Asked for his finest Masters moment, Player said: “Augusta’s been a great hunting ground for me. I hold the record for most consecutive cuts made (23, jointly held with Fred Couples). I have 15 top-10s. But if I had to pick one highlight, it was shooting 30 on the back nine in 1978 to win by one.”

Player fired a final round 64, including seven birdies on the final 10 holes, to rally from seven strokes down to defeat Rod Funseth, Hubert Green and defending champion Tom Watson by one shot.

“I was very much an extrovert when it came to being behind because in my 163 career wins I guarantee you there were at least 15 tournaments where I was six or seven behind and went on to win. I won the British Open when I was four behind. When I played Tony Lema in the World Match Play, I was 7-down and I won.

“So before that round my son, Wayne, said to me, ‘Dad, I’ve never seen you play so well and you’re not holing many putts. Hole some putts today and you could shoot 65 and win’. Turns out, 65 would have tied. So for me to shoot 64 with a bogey on No. 9, that was my highlight.”

Player’s original victory was in 1961, when Arnold Palmer lost the lead at the 72nd hole with a double bogey. The incident led to many observers suggesting the American lost that Masters rather than Player winning it.

“Everybody saw (Palmer) on 18, so this is the conclusion they all came to, particularly because Arnold was such a popular man. But when I played 13, I hit my drive to the right and had a big gap in the trees to go up the 14th fairway. I could have hit a 7-iron up there. Then I could have taken a sand wedge and might have birdied the hole.

“But I couldn’t move the people. I was an inexperienced young man. If that had been Nicklaus or Tiger Woods, they would have just sat down until everybody moved. But I thought, ‘I better not do that’. I felt uncomfortable. I should have just sat there. Instead, I tried to chip it back on the fairway. I chipped it into the creek, and got a 7. Then I made a 6 at No. 15. But because Arnold Palmer made a 6 at 18, everybody forgot about (how I recovered after) my 7 and my 6.

“One of the things that I’ll always be grateful for is Sports Illustrated, because they said, ‘Gary Player won the Masters’. They got it right.”

Nineteen years after the first of his major victories, 42-year-old Gary Player achieved his ninth, and what was to prove his last, joining Ben Hogan in third place on the all-time list behind Walter Hagen’s 11 and Jack Nicklaus’ 14 at the time. In what remains the second-biggest last-day comeback, Player recovered a

seven-stroke deficit with a course record-equalling 64. He birdied seven of the last 10 holes.

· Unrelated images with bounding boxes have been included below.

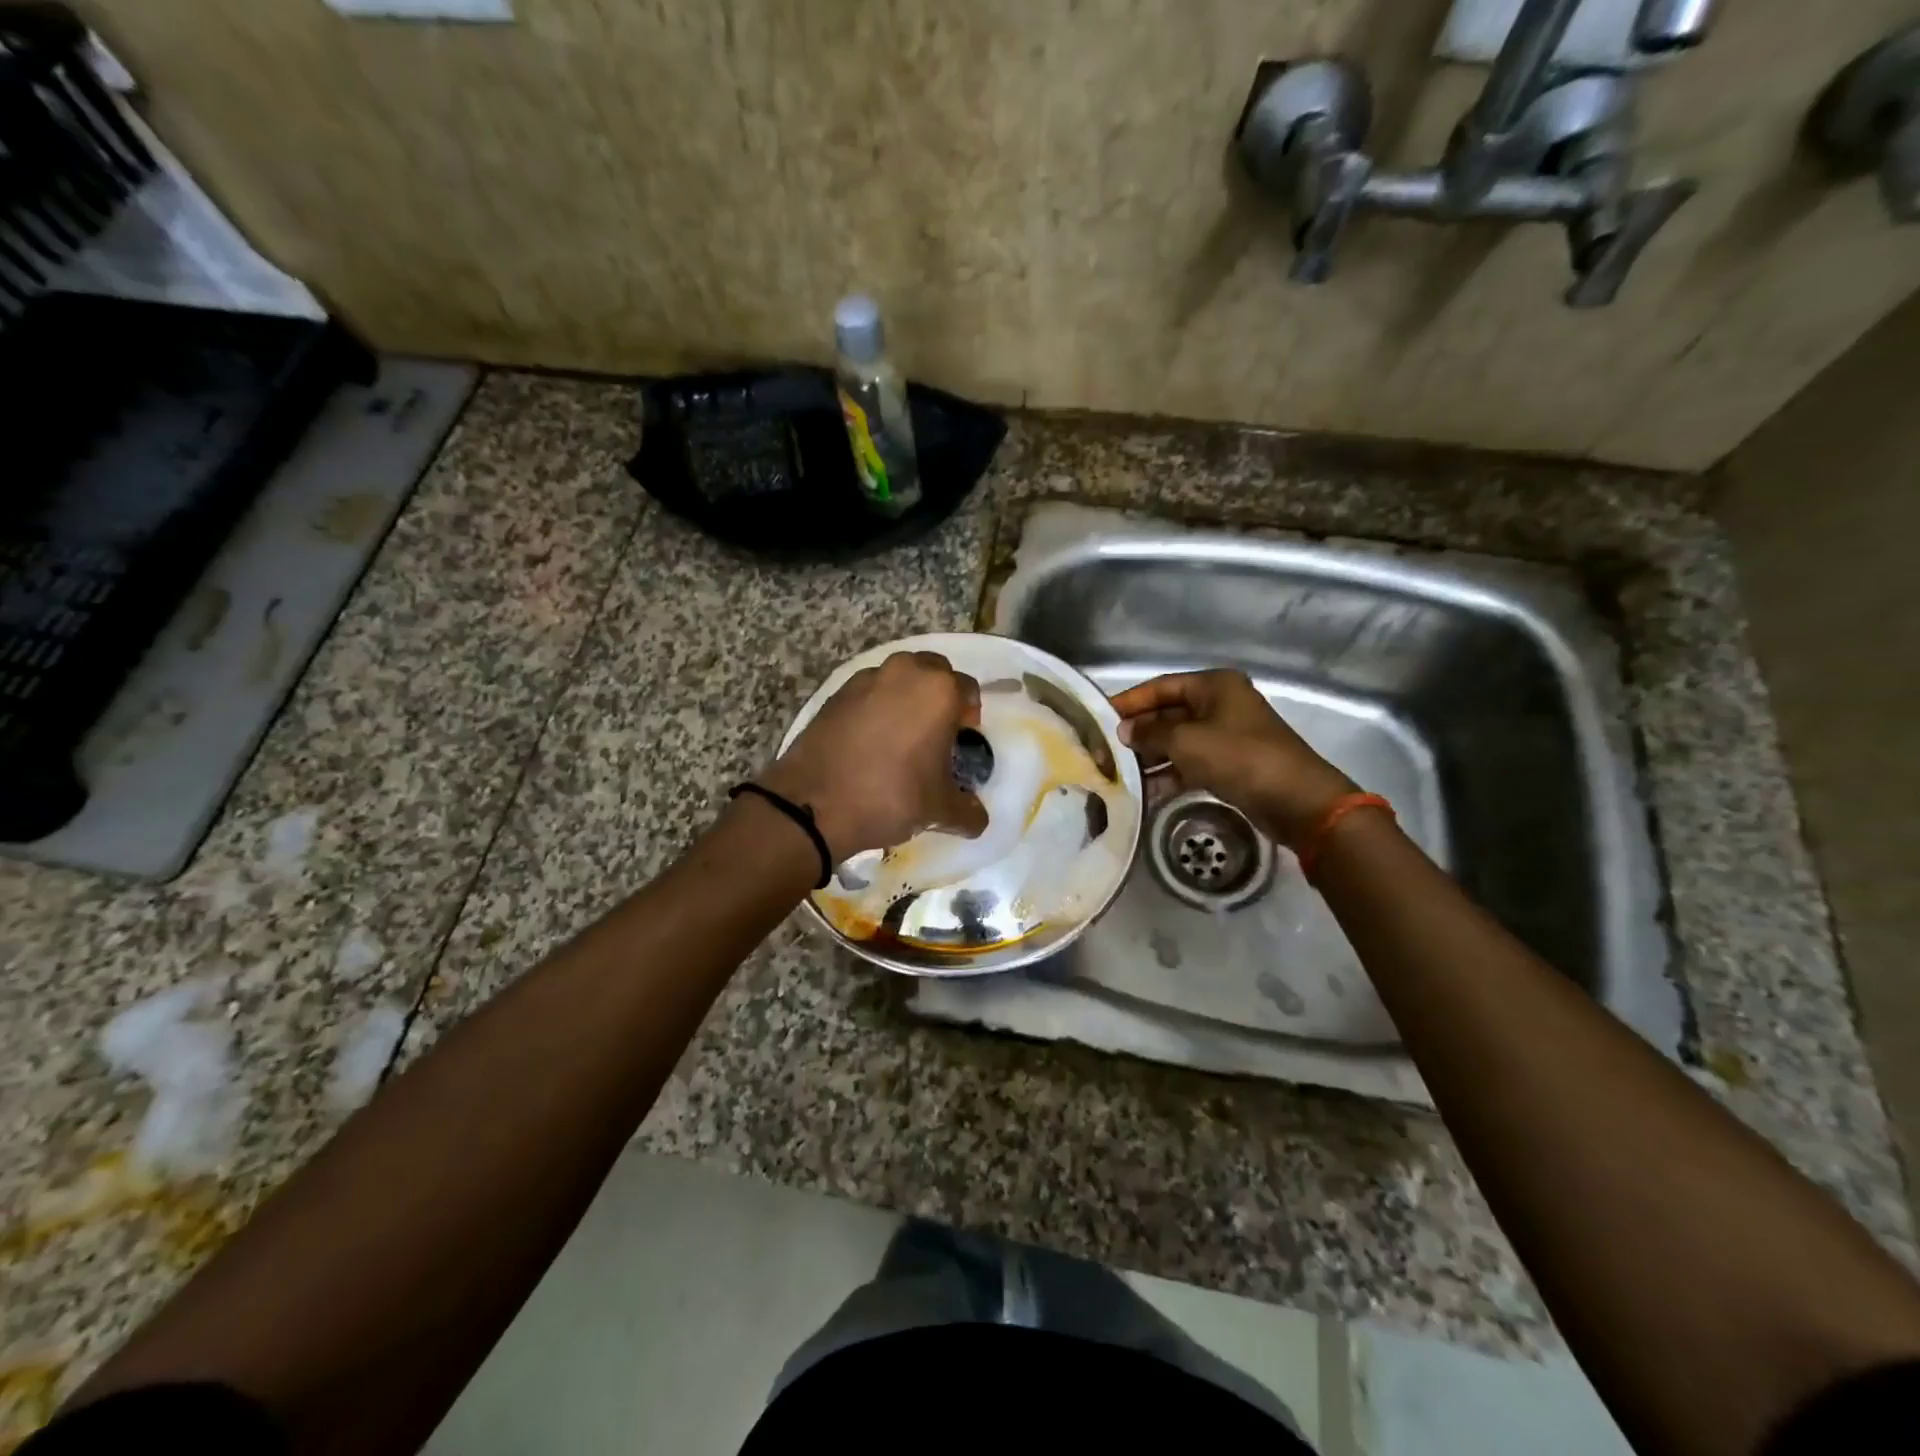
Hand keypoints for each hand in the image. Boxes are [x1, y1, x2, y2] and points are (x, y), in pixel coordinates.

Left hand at [761, 651, 989, 859]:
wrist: (815, 803)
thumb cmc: (891, 796)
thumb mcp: (940, 811)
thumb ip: (968, 812)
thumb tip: (977, 818)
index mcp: (938, 691)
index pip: (968, 690)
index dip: (969, 715)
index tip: (962, 740)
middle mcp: (905, 672)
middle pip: (934, 672)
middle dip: (939, 695)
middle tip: (935, 732)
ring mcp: (866, 679)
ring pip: (899, 677)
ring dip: (906, 696)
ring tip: (901, 734)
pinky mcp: (836, 693)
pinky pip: (868, 691)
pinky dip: (875, 706)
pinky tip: (870, 740)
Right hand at [1111, 670, 1356, 850]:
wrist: (1296, 800)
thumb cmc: (1239, 757)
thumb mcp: (1186, 741)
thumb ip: (1150, 733)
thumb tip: (1125, 731)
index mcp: (1214, 686)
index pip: (1161, 687)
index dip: (1130, 701)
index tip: (1100, 718)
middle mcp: (1221, 704)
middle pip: (1169, 713)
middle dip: (1140, 731)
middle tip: (1106, 748)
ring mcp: (1228, 734)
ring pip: (1179, 740)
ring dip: (1152, 755)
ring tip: (1120, 771)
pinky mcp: (1232, 763)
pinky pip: (1192, 762)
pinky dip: (1171, 773)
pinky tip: (1147, 790)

In contrast, the week also saw Japan’s Tommy Nakajima take 13 on the long 13th, the highest score at any hole in Masters history then.

The 11th, 12th and 13th holes are known as “Amen Corner”. The description was used by American golf writer Herbert Warren Wind in 1958 and was taken from a jazz recording entitled “Shouting at Amen Corner”.

Twice winner Seve Ballesteros used the name when he formed a company promoting golf events.